Setting up the academy was also a homecoming of sorts for Li, who first set foot in Singapore in 1996 as a 14-year-old who was talent-scouted from Beijing.
Following her retirement from competition in 2012, she set all thoughts of sport aside to focus on being a mother first, returning to the Chinese capital to spend time with her son and her businessman husband Li Chao, a Singapore permanent resident based in Beijing.
She was desperate to make up for the time lost during Terry's early years, when she spent a total of just one month with him for the first three years of his life.
As a mother, I decided that I never wanted to be separated from him (Terry) again.
LI, who was only able to spend a total of one month with her son during the first three years of his life.
Initially, she feared she had missed several key milestones in his development. But he started to walk and talk only after mother and child were reunited.
"He waited for me - to walk," Li joked. "It was so late. I think God was gracious towards me and allowed me to witness that."
Free to pursue other interests, Li went to the United States to learn English at the University of California San Diego from 2013 to 2015. But she was forced to abandon her studies due to seasonal allergies.
While she is determined to master the language - she even declared that the next interview with The Straits Times would be conducted entirely in English - most of her energy is devoted to the kids at the academy.
"From day one after I retired, I always knew that I would do this one day, but it wasn't the right time yet. As a mother, I decided that I never wanted to be separated from him (Terry) again," said Li, who will now shuttle between Singapore and Beijing, mostly with her son.
She is settling back in, having bought a Lexus and a condominium unit in Tampines, and her son attends a primary school in the east when he is in Singapore for the summer and winter holidays.

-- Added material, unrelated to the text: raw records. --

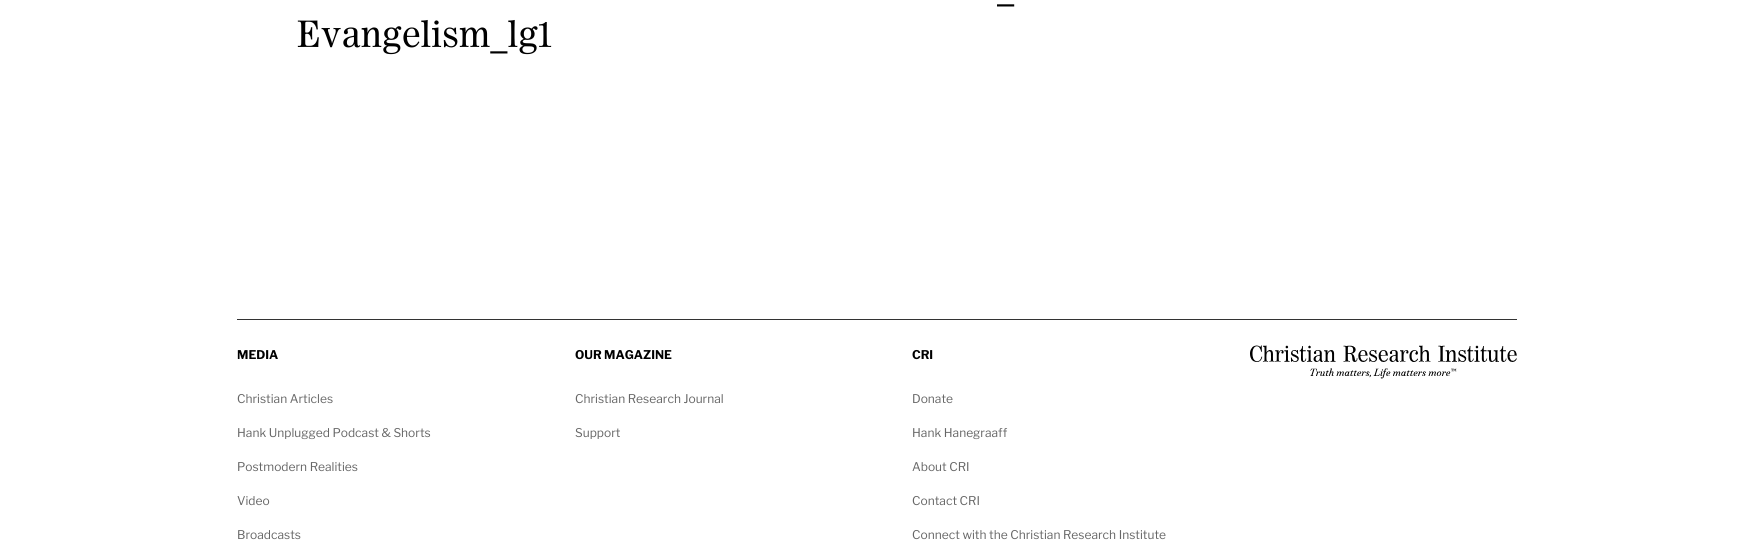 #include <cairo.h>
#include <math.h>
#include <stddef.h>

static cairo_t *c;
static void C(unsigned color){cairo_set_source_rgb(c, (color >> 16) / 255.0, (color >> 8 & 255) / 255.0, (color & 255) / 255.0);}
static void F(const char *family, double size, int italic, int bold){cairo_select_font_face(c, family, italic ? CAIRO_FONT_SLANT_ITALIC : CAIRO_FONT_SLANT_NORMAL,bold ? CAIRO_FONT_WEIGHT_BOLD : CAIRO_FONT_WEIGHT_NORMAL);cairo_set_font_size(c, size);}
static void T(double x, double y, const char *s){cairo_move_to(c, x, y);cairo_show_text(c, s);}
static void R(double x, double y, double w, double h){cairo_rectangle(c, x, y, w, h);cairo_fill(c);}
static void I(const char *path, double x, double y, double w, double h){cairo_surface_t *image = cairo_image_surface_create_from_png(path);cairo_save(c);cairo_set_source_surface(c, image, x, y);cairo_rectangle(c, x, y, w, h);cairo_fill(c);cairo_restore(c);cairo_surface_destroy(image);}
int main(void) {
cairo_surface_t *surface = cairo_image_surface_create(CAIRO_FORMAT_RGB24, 1754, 545);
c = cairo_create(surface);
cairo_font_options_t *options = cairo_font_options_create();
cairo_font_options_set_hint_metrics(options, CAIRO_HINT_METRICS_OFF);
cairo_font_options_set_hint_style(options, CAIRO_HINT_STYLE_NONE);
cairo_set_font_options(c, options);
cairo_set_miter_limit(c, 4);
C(0xffffff);
cairo_paint(c);
F("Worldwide",36,0,0);
C(0x000000);
T(997,0,"_");
T(297,47,"Evangelism_lg1");
C(0x333333);
R(237,319,1280,1);
F("Libre Franklin",12,0,1);
C(0x000000);
T(237,359,"MEDIA");
F("Libre Franklin",12,0,0);
C(0x666666);
T(237,403,"Christian Articles");
T(237,437,"Hank Unplugged Podcast & Shorts");
T(237,471,"Postmodern Realities");
T(237,505,"Video");
T(237,539,"Broadcasts");
F("Libre Franklin",12,0,1);
C(0x000000);
T(575,359,"OUR MAGAZINE");
F("Libre Franklin",12,0,0);
C(0x666666);
T(575,403,"Christian Research Journal");
T(575,437,"Support");
F("Libre Franklin",12,0,1);
C(0x000000);
T(912,359,"CRI");
F("Libre Franklin",12,0,0);
C(0x666666);
T(912,403,"Donate");
T(912,437,"Hank Hanegraaff");
T(912,471,"About CRI");
T(912,505,"Contact CRI");
T(912,539,"Connect with the Christian Research Institute");
I("1.png",1250,345,267,34);
cairo_surface_write_to_png(surface, "o.png");
cairo_font_options_destroy(options);
cairo_destroy(c);
cairo_surface_destroy(surface);
return 0;
} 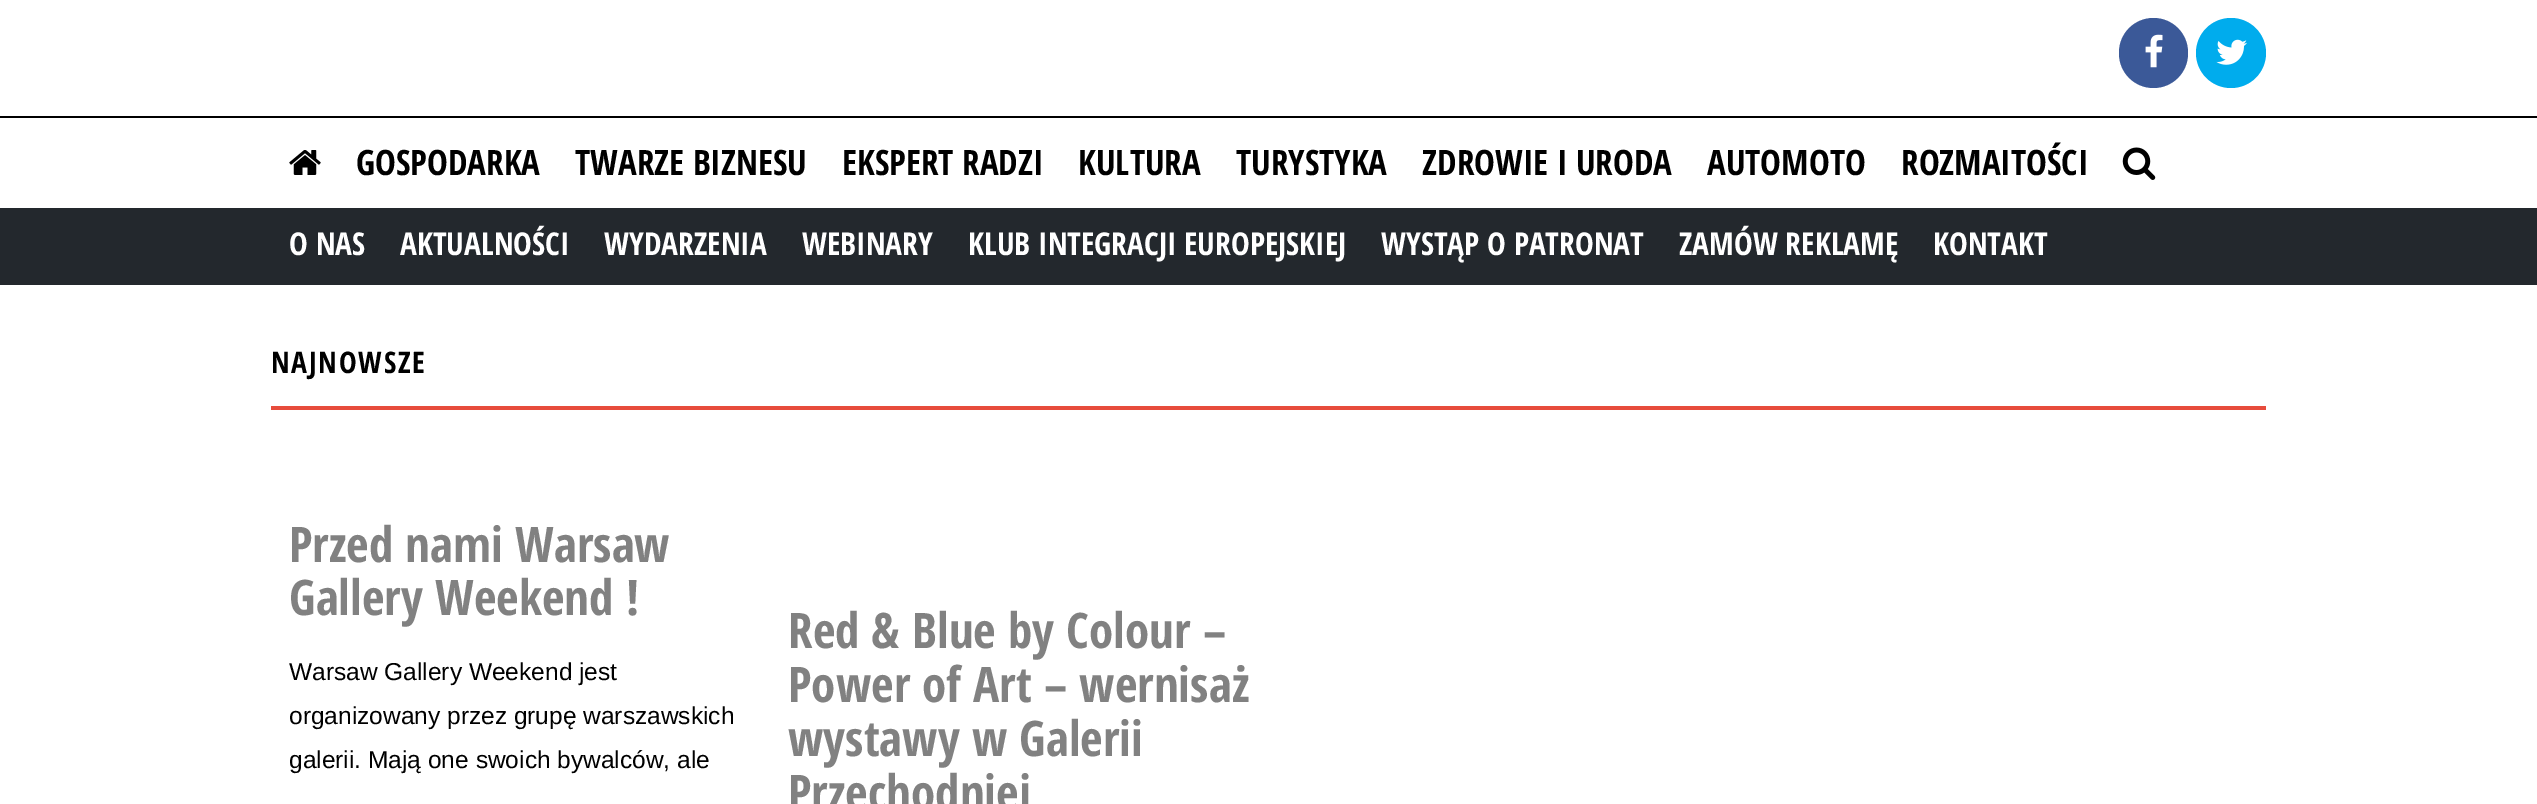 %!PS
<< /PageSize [2537 804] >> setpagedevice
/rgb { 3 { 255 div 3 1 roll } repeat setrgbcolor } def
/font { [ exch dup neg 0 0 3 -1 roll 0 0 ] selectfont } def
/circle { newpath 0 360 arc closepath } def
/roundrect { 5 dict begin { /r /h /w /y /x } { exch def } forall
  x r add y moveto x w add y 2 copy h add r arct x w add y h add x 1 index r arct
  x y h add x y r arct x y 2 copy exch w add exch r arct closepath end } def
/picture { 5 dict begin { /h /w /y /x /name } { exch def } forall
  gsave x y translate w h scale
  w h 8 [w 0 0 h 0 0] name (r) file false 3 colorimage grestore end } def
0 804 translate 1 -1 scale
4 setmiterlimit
255 255 255 rgb
0 0 2537 804 rectfill
59 89 152 rgb
2119 18 69 70 34.5 roundrect fill
(img/1.rgb) 2145 34 18 34 picture
0 172 237 rgb
2231 53 35 circle fill
(img/2.rgb) 2216 39 31 26 picture
0 0 0 rgb
0 116 2537 2 rectfill
(img/3.rgb) 289 150 32 25 picture
(img/4.rgb) 2122 147 34 33 picture
35 40 45 rgb
0 208 2537 77 rectfill
231 76 60 rgb
271 406 1995 4 rectfill
/OpenSansCondensed-Bold 35 font
0 0 0 rgb
[
  [(GOSPODARKA) 356 175]
  [(TWARZE BIZNESU) 575 175]
  [(EKSPERT RADZI) 842 175]
  [(KULTURA) 1078 175]
  [(TURYSTYKA) 1236 175]
  [(ZDROWIE I URODA) 1422 175]
  [(AUTOMOTO) 1707 175]
  [(ROZMAITOŚCI) 1901 175]
] { aload pop moveto show } forall
/OpenSansCondensed-Bold 31.5 font
255 255 255 rgb
[
  [(O NAS) 289 255]
  [(AKTUALNOŚCI) 400 255]
  [(WYDARZENIA) 604 255]
  [(WEBINARY) 802 255]
  [(KLUB INTEGRACJI EUROPEJSKIEJ) 968 255]
  [(WYSTĄP O PATRONAT) 1381 255]
  [(ZAMÓW REKLAMĘ) 1679 255]
  [(KONTAKT) 1933 255]
] { aload pop moveto show } forall
/OpenSansCondensed-Bold 29.75 font
0 0 0 rgb
271 373 moveto 1.75 0 (NAJNOWSZE) ashow
/OpenSansCondensed-Bold 49 font
129 129 129 rgb
289 562 moveto (Przed nami Warsaw) show
289 615 moveto (Gallery Weekend !) show
/LiberationSans-Regular 24.5 font
0 0 0 rgb
[
  [(Warsaw Gallery Weekend jest) 289 680]
  [(organizowany przez grupę warszawskich) 289 724]
  [(galerii. Mają one swoich bywalców, ale) 289 768]
] { aload pop moveto show } forall
/OpenSansCondensed-Bold 49 font
129 129 129 rgb
[
  [(Red & Blue by Colour –) 788 648]
  [(Power of Art – wernisaż) 788 702]
  [(wystawy w Galerii) 788 756]
  [(Przechodniej) 788 810]
] { aload pop moveto show } forall
showpage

Last Wednesday, after a steamboat dinner at Clarke Quay to celebrate her 36th birthday - which coincides with Singapore's National Day - she, Terry and a few others walked around the area, enjoying the festivities and observing the fireworks.
They then heard the national anthem ring out from the nearby pubs. Her son held her hands and told her to stop walking. Both of them stood to attention and sang Majulah Singapura together.
Recalling the pride she felt at that moment, she said: "I really missed Singapore. I would feel emotional every time I heard the national anthem. I remembered the feeling in the past of how proud I felt whenever the flag was raised during competitions."
The Clarke Quay experience was a flashback to the past, but having her son beside her made it even more poignant.